FARMINGTON — Debra Mayeux opened the book and began to read.
"Pancho was a little brown dog who did not have a home," she told a dozen children sitting cross-legged and leaning sideways around her. "One day he came to a small village. It was full of busy people going and coming from the market in the village square."
Some children fidgeted, turning their heads to watch the adults standing and sitting in plastic chairs behind them in the Ladera Del Norte Elementary School's library, and one small boy fingered a flier advertising the book fair.
But two boys in black jackets watched closely as their mother, who is running for Farmington's District 4 city council seat, read to the group earlier this month.
The children's book, "Pancho Finds a Home," is about a small, brown dog that journeyed to a village preparing for St. Anthony Abbot's Day, a day of feast. Mayeux's presence in the library represents her transition from a full-time journalist to an educator.
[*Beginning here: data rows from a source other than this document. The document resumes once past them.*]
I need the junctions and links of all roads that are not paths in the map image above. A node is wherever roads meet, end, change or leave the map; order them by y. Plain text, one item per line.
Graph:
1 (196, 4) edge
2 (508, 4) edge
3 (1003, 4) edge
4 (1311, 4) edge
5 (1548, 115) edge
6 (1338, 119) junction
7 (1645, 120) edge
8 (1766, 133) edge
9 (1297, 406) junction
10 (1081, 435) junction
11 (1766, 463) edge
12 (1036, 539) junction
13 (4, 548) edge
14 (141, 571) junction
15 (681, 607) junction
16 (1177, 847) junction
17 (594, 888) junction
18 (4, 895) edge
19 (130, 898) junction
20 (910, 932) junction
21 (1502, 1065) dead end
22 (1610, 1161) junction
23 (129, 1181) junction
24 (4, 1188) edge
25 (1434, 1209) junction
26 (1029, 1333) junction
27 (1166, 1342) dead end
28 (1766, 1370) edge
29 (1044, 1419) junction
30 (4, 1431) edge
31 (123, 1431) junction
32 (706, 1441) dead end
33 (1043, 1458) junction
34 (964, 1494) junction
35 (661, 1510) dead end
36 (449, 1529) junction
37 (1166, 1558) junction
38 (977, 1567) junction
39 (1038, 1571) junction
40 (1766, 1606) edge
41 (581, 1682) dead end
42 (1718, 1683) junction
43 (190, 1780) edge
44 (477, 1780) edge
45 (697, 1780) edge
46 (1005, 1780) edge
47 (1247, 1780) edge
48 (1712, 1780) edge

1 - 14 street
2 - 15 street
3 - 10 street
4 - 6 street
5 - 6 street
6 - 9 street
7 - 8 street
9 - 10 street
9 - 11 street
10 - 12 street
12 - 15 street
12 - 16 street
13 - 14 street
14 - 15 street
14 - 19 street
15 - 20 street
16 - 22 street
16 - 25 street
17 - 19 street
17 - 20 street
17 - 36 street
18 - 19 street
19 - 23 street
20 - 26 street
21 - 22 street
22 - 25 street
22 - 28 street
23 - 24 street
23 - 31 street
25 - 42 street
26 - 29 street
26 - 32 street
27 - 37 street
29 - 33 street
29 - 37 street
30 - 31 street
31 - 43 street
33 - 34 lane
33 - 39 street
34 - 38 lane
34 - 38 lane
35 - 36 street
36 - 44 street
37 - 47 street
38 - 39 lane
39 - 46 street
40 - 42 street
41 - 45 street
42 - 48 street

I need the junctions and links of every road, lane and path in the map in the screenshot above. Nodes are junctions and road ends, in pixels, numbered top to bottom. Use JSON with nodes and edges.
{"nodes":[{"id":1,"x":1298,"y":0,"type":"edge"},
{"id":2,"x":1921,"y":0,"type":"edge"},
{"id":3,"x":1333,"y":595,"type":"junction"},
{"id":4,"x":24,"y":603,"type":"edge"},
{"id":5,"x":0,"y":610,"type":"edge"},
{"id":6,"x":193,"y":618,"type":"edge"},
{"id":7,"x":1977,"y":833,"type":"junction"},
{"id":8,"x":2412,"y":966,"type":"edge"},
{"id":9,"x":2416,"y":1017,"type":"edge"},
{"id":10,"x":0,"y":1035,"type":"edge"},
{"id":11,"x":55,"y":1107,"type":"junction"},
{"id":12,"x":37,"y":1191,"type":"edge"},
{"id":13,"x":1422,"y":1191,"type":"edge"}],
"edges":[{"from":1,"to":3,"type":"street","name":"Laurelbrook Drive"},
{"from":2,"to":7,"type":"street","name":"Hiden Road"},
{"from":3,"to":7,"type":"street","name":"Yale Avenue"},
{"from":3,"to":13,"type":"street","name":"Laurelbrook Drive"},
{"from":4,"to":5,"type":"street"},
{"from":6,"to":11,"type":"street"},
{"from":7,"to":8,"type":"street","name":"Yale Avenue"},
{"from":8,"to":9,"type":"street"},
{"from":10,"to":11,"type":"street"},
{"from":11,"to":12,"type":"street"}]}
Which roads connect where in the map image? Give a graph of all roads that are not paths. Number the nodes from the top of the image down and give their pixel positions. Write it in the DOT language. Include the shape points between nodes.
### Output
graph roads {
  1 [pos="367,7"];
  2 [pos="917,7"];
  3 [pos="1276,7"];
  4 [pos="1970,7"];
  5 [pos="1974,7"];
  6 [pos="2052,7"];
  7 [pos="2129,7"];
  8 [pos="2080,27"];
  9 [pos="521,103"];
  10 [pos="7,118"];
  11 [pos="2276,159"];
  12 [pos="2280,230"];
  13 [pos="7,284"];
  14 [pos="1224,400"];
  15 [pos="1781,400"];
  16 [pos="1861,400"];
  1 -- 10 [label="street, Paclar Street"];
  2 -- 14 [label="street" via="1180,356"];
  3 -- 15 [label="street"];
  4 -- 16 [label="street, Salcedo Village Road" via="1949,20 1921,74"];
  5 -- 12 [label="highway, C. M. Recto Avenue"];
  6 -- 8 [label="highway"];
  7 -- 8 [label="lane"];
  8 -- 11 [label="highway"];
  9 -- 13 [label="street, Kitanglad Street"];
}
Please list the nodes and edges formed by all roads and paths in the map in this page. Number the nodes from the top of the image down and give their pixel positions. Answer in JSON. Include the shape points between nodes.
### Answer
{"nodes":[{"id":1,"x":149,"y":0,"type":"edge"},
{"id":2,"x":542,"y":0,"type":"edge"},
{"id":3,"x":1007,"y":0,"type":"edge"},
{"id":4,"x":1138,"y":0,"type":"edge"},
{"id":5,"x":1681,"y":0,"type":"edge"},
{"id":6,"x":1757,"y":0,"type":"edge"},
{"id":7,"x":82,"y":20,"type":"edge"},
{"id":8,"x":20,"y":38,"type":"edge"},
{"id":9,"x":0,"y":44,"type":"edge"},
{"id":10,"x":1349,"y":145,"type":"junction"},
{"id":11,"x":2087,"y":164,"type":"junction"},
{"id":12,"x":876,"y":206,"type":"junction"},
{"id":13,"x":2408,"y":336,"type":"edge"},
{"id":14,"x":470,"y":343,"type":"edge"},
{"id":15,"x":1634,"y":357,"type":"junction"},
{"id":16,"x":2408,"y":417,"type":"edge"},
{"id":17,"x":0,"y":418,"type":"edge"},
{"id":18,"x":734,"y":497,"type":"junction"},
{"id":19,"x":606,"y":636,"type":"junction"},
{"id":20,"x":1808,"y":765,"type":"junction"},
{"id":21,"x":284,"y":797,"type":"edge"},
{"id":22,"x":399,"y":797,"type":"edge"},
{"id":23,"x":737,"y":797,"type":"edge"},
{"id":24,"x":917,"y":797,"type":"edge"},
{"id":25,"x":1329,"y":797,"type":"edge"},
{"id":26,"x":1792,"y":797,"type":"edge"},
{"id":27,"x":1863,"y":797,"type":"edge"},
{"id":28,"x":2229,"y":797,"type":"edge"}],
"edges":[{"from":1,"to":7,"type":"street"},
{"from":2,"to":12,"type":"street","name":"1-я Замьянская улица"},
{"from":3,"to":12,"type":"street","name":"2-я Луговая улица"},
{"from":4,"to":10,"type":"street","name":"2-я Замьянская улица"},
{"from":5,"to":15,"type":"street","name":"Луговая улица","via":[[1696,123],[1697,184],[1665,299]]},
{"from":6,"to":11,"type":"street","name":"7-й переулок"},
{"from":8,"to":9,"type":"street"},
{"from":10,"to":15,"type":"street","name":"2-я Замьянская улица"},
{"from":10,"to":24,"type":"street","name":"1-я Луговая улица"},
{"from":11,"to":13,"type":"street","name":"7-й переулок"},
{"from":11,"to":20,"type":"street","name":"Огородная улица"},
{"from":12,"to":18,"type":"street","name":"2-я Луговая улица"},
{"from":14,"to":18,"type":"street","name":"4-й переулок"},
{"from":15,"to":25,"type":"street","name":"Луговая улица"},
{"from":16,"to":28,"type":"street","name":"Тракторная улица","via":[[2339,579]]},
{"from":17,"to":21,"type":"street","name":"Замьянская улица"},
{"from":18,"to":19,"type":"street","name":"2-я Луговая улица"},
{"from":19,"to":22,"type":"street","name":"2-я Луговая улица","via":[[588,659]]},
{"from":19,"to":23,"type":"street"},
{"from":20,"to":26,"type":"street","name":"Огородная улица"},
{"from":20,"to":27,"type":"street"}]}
For more than 10 years, Mayeux worked as a journalist at The Daily Times and later at the Tri-City Tribune. But now, twice a month and, without compensation, she substitute teaches an art class for kindergartners. Now, the 42-year-old candidate looks forward to contributing to community-wide conversations, rather than reporting them, she has said.
She has been teaching for seven years, which includes Catholic catechism classes and fifth-grade students. In three years, she hopes to earn her English teaching certification, she said.
She read on. Pancho, she told the children, was hungry when he entered the village and met the burro, hen and goat, who were hungry, too. The burro had plowed the corn field, the hen had laid the eggs and the goat produced the milk, Mayeux told the children, and all these efforts made food for the people's festival. But those animals did not have a feast planed for themselves, she said.
"That's when Pancho had his idea," Mayeux said. "We'll have our own fiesta, he thought."
At the end of the story, the dog collected the ingredients, hosted a feast for the other animals and found a home with a family that had three children. It was a happy ending.
Mayeux hopes for one, too. She said she knew she would need to learn a new career a year ago when she decided she wanted to run for council. She said she resolved to become a teacher.
And she likes it, she said. She never knows what questions her students will ask, and, like journalism, no day is the same, she said.
Teaching is like reporting, too, because you need to engage your audience, which is now composed of children, she said. And you need to be accurate. Unfortunately, she said, you can't edit classroom discussions.
After Mayeux finished, another adult took a book, sat in the chair and began reading.
Her 14-year-old son, Nick, walked over to his mother standing by the book shelves. Would he rather his mom return to The Daily Times, she asked him, or join city council?
"Follow the dream," Nick said.
Nick's younger brother, now listening with the other children to the new book, had agreed. Nine-year-old Alexander, said he wanted his mother to do what made her happy. If she wants it, and she'll work hard to get it, he said she should go for it.
Nick still thinks his mother's journalism career was cool.
"You could just, like, see it in the newspaper and go to your friends and say, 'Look at this. My mom wrote this,'" he said.
Mayeux asked if her new career, teaching, is cool.
Nick said yes. The time she subbed his class was very cool, he said.
Ten-year-olds Joshua Vigil, Amble Cillessen and Broden Cahoon — all students of her art classes — think so, too.
Joshua and Amble said they enjoyed Mayeux's oil pastel projects. And Broden liked her comic book project. His book was about the numbers 92 and 91, he said, who started off beating each other up but eventually became friends.
"She does a lot of fun things for us," Amble said.